Federal Court Ruling on Alabama’s Anti-Immigrant Law Undermines Fundamental American Values

September 28, 2011

Decision Out-of-Step with Previous Rebukes to State Anti-Immigrant Laws

FOR IMMEDIATE RELEASE

CONTACT: (212) 549-2666; media@aclu.org

BIRMINGHAM, Ala. – A federal judge today blocked significant portions of the nation’s most extreme anti-immigrant law, but left large parts in place, undermining the most fundamental American values of fairness and equality and devastating thousands across the state, including citizens, lawful immigrants and immigrants without lawful status.

Despite the fact that courts in other states have rebuked similar laws, today’s decision allows police in Alabama to demand “papers” showing citizenship or immigration status during traffic stops.
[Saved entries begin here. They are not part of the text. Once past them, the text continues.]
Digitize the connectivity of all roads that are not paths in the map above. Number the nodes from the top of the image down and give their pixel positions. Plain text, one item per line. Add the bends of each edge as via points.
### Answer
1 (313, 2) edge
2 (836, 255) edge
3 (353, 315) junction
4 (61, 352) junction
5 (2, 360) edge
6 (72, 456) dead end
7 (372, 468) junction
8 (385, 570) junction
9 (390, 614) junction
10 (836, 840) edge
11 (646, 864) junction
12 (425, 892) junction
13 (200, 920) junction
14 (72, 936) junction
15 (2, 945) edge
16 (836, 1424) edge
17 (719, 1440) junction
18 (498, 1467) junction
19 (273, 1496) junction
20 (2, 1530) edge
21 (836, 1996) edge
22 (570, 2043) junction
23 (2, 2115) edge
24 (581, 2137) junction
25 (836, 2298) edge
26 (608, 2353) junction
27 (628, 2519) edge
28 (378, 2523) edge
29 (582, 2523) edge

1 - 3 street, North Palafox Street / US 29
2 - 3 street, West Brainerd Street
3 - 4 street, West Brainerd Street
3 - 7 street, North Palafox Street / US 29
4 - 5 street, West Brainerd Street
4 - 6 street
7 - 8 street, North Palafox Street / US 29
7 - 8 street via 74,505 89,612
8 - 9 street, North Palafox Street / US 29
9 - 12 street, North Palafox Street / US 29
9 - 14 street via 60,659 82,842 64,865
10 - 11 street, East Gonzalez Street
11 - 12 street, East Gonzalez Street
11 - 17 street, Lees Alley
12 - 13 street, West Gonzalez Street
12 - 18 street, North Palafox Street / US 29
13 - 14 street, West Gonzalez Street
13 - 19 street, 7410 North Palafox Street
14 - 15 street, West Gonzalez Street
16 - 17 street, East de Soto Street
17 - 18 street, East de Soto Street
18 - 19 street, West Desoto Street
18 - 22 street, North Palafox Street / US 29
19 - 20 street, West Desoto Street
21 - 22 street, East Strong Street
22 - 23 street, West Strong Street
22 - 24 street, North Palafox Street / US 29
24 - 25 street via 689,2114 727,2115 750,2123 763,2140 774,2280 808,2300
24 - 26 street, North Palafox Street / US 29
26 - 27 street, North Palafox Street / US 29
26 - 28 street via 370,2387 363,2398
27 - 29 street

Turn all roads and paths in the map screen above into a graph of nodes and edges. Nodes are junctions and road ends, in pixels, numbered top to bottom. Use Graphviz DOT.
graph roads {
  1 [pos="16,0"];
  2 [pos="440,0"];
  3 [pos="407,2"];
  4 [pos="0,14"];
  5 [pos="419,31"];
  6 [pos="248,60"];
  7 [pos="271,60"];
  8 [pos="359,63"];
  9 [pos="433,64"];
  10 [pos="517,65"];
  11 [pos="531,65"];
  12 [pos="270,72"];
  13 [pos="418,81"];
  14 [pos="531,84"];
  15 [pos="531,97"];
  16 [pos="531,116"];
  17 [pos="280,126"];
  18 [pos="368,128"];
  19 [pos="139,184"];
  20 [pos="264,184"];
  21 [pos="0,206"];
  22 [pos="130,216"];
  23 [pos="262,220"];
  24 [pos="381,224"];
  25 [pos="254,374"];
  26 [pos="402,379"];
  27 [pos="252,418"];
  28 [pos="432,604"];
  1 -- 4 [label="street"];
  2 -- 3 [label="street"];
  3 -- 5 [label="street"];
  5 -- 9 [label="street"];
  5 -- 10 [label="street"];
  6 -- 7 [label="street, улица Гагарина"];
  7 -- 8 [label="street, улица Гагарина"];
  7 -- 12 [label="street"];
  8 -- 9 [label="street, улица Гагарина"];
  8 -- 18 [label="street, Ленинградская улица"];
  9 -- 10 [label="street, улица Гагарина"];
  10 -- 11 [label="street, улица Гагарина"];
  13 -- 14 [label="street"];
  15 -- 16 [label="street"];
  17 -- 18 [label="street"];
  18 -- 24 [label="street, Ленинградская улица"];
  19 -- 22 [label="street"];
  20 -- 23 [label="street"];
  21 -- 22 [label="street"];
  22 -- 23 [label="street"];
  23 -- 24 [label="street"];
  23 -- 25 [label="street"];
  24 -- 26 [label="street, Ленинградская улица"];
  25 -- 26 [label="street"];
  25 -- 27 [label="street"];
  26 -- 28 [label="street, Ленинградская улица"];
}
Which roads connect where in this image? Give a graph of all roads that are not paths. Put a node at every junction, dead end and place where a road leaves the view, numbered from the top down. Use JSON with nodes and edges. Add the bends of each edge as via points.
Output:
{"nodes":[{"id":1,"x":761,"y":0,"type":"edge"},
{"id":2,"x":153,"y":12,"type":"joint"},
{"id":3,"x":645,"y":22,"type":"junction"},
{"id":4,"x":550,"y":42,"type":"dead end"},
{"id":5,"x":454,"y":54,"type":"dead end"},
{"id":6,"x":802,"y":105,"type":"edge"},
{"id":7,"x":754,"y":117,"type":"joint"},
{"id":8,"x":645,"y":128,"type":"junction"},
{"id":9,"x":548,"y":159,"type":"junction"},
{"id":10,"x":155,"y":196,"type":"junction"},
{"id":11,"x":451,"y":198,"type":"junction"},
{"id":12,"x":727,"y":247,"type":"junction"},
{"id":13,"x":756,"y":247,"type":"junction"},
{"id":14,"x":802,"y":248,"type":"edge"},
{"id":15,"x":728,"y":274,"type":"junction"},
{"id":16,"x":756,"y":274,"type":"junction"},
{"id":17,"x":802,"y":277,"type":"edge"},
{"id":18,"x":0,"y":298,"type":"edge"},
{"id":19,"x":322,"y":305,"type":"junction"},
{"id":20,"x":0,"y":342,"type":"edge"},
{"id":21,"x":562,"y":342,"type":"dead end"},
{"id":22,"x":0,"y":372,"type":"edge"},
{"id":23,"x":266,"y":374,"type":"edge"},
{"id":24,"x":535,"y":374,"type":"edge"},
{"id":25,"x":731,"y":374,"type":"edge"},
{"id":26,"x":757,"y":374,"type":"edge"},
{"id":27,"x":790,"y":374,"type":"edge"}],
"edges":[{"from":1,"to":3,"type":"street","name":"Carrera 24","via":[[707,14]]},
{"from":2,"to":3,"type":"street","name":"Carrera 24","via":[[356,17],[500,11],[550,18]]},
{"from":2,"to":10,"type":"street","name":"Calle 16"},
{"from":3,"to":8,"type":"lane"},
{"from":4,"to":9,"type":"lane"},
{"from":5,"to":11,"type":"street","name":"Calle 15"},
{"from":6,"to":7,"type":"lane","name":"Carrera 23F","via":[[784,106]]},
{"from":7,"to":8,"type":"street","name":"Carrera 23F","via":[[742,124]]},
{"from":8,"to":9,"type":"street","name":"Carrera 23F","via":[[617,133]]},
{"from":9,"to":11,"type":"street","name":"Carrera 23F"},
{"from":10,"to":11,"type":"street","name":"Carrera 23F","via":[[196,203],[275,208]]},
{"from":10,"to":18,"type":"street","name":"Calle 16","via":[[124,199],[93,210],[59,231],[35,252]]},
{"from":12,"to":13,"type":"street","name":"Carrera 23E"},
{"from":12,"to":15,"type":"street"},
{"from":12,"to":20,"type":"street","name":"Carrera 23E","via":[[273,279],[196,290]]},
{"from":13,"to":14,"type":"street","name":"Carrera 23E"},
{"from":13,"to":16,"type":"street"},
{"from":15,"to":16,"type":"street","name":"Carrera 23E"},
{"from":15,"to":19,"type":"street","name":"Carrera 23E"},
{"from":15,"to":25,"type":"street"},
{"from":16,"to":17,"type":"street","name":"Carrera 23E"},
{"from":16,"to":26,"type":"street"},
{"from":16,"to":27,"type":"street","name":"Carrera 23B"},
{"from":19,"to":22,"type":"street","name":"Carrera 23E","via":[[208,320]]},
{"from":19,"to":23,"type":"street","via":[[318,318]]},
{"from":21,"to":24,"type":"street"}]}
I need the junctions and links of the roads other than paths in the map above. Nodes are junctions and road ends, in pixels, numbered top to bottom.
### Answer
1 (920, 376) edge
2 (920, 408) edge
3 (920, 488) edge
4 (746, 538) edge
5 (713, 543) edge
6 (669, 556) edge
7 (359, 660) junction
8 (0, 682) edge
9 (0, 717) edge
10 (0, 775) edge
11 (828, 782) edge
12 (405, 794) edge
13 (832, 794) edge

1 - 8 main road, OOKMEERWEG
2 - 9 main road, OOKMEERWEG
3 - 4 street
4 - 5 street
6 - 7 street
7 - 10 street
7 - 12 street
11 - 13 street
The court also refused to block the chilling effect the law will have on children's access to public schools by requiring school officials to verify the immigration status of children and their parents.

“While the court has blocked some extremely problematic provisions from going into effect, thereby allowing Alabamians to continue engaging in everyday activities such as seeking employment and giving rides to neighbors, we are deeply concerned by the decision to allow some unconstitutional provisions to stand,” said Andre Segura, staff attorney with the ACLU Immigrants’ Rights Project. “Laws that require police to demand ‘papers’ from people who they suspect appear undocumented encourage racial profiling, threaten public safety, undermine American values and have no place in our society.”

The ACLU and the ACLU of Alabama have been involved in the case as part of a coalition, which also includes the National Immigration Law Center, the Southern Poverty Law Center, the Asian Law Caucus, the Asian American Justice Center, LatinoJustice PRLDEF, the Mexican American Legal Defense and Education Fund and the National Day Laborer Organizing Network.